- A Delegacia de Polícia de Combate à Intolerância, em Porto Alegre, instaurou inquérito para apurar possível discriminação religiosa do escritor Eduardo Bueno, conhecido como Peninha, liderado pelo delegado Vinicius Naham.
- O caso se baseia em um vídeo publicado no YouTube em 28 de janeiro, no qual Peninha afirma que evangélicos deveriam ficar fora do processo eleitoral.
- A acusação envolve o crime previsto no artigo 20, parágrafo 2º, da Lei Federal sete mil setecentos e dezesseis/1989, que criminaliza discriminação por motivo de religião.
- Paralelamente, o deputado Leonardo Siqueira protocolou representação no Ministério Público de São Paulo pedindo apuração por discurso de ódio e intolerância religiosa, com pedido de remoção do vídeo e ação civil por danos morais coletivos.
- A Câmara de Novo Hamburgo aprovou moção de repúdio às falas de Peninha em 11 de fevereiro, destacando a defesa da inclusão de direitos de cidadãos independentemente da religião.
A Delegacia de Polícia de Combate à Intolerância, em Porto Alegre, abriu um inquérito para apurar possíveis crimes de discriminação religiosa envolvendo o escritor e historiador Eduardo Bueno, conhecido como Peninha. A investigação, que teve início na última sexta-feira, está sob a condução do delegado Vinicius Naham.
O caso teve origem em um vídeo publicado no canal de Bueno no YouTube, no qual ele critica a participação de evangélicos na política. A polícia aponta que as falas podem se enquadrar no dispositivo que criminaliza discriminação por motivo de religião.

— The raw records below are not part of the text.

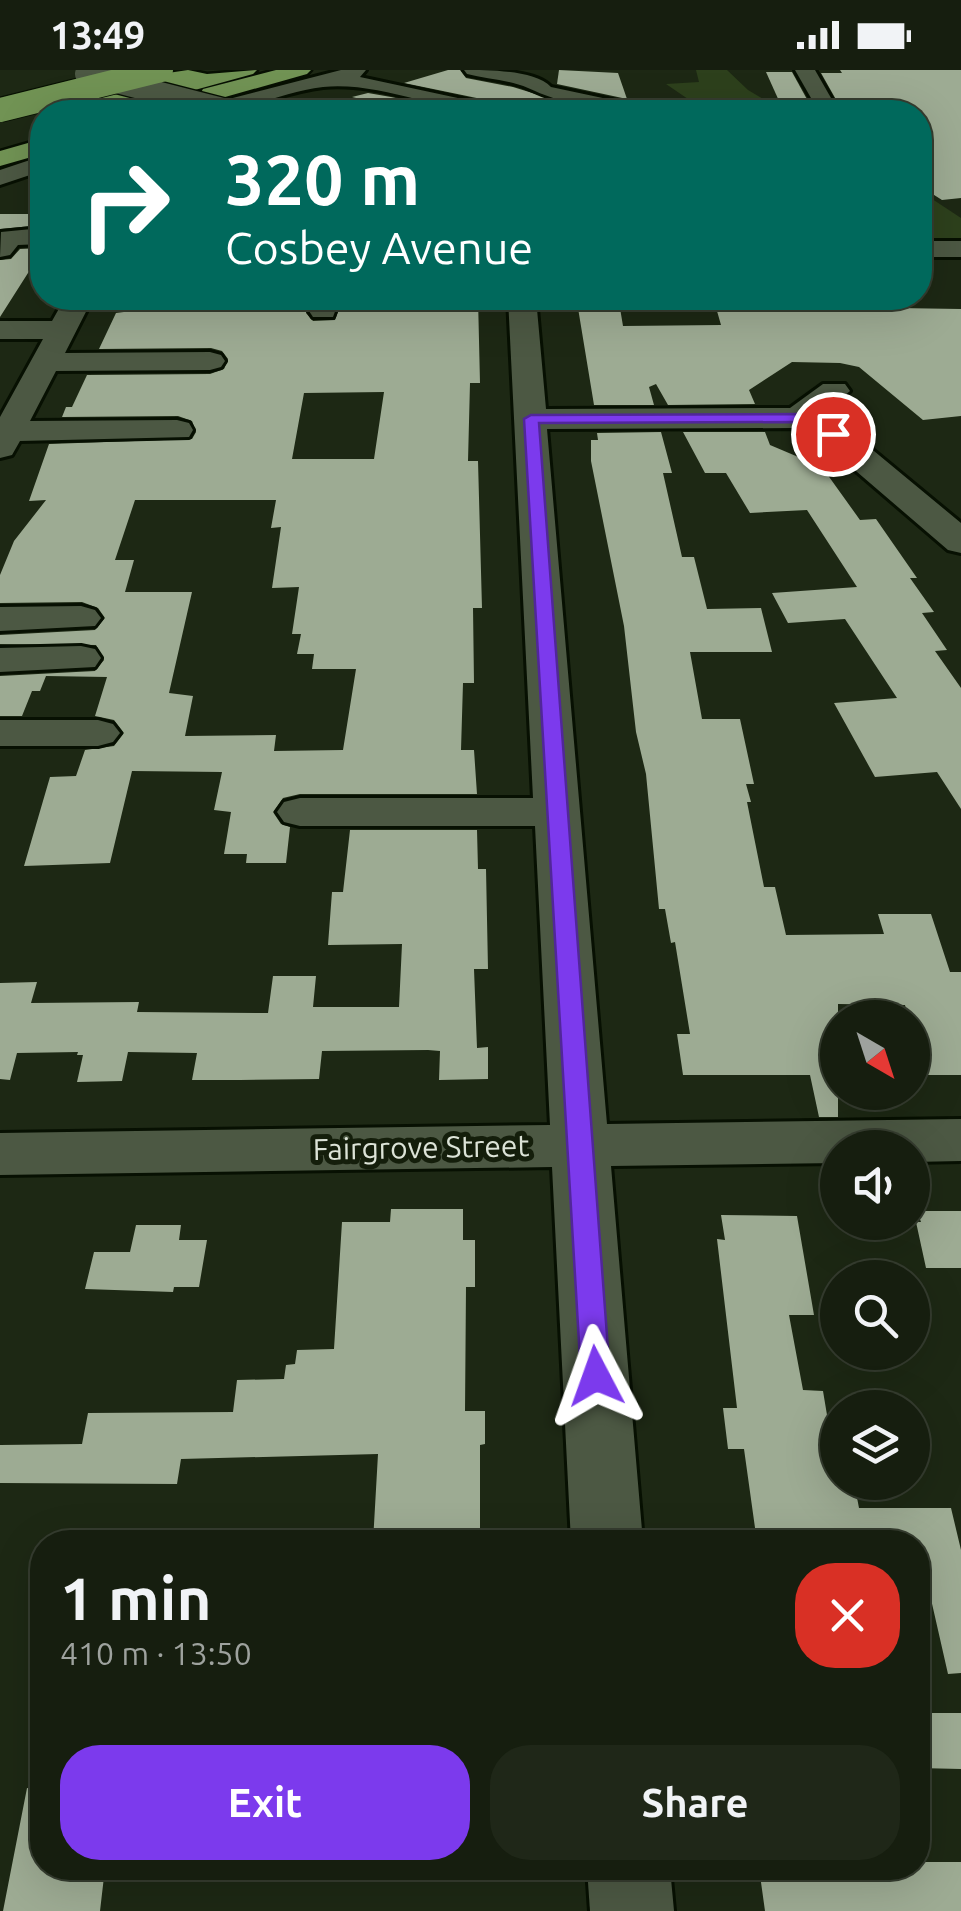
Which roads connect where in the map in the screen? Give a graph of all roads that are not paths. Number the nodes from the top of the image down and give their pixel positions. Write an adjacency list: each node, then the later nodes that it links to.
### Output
1 (161, 70): 12 (highway, bridge)
2 (246, 70): 15 (highway)
3 (272, 70): 16 (highway)
4 (300, 70): 17 (highway)
5 (363, 70): 10 (street)
6 (474, 70): 11 (street)
7 (805, 70): 22 (street)
8 (78, 72): 18 (street, bridge)
9 (207, 73): 13 (highway); 14 (highway)
10 (324, 92): 19 (street); 20 (street)
11 (531, 93): 21 (street)
12 (43, 100)
13 (52, 100)
14 (98, 100)
15 (128, 100)
16 (154, 100)
17 (187, 100)
18 (187, 100)
19 (251, 100)
20 (443, 100)
21 (608, 100)
22 (822, 100)
23 (30, 103): 25 (highway, bridge)
24 (30, 105): 25 (highway)
25 (0, 111)
26 (30, 117): 27 (highway)
27 (0, 125)
28 (30, 129): 29 (highway)
29 (0, 137)
30 (30, 141): 31 (highway)
31 (0, 149)
32 (30, 150): 33 (highway)
33 (0, 159)
34 (30, 167): 35 (street)
35 (0, 178)
36 (30, 237): 37 (street)
37 (0, 249): 38 (street)
38 (30, 249)
39 (932, 249): 40 (street)
40 (961, 249)
41 (73, 310): 44 (street)
42 (523, 310): 49 (street)
43 (0, 330): 44 (street)
44 (62, 330): 46 (street)
45 (210, 361): 46 (street)
46 (45, 362): 50 (street)
47 (834, 391): 48 (street)
48 (798, 418): 49 (street); 52 (street)
49 (531, 419): 58 (street)
50 (5, 430): 51 (street)
51 (177, 430)
52 (961, 542)
53 (0, 619): 54 (street)
54 (0, 660)
55 (0, 733): 56 (street)
56 (98, 733)
57 (300, 812): 58 (street)
58 (558, 812): 60 (street)
59 (961, 1140): 60 (street, Fairgrove Street)
60 (580, 1145): 61 (street, Fairgrove Street); 62 (street)
61 (0, 1154)
62 (606, 1530)
63 (630, 1880): 64 (street)
64 (632, 1911)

Enquadramento legal e conteúdo das declarações
No material, Bueno faz críticas ao papel dos evangélicos na vida pública, em tom irônico. Segundo a autoridade, as falas sugerem exclusão de cidadãos do voto com base na religião. A apuração analisa se houve indução à discriminação ou preconceito religioso, conforme a lei brasileira.
Reação de entidades e movimentação institucional
O Instituto Brasileiro de Direito Religioso reagiu, emitindo nota pública de repúdio. A entidade classifica as declarações como discriminação religiosa e incitação ao ódio, destacando que o direito ao voto não pode depender da religião de alguém.
Representação no Ministério Público de São Paulo
Paralelamente, o deputado estadual Leonardo Siqueira protocolou representação contra Bueno no MP de São Paulo. O objetivo é a apuração de possível discurso de ódio e intolerância religiosa, com solicitação de remoção do vídeo das plataformas digitais e de ação civil pública por danos morais coletivos.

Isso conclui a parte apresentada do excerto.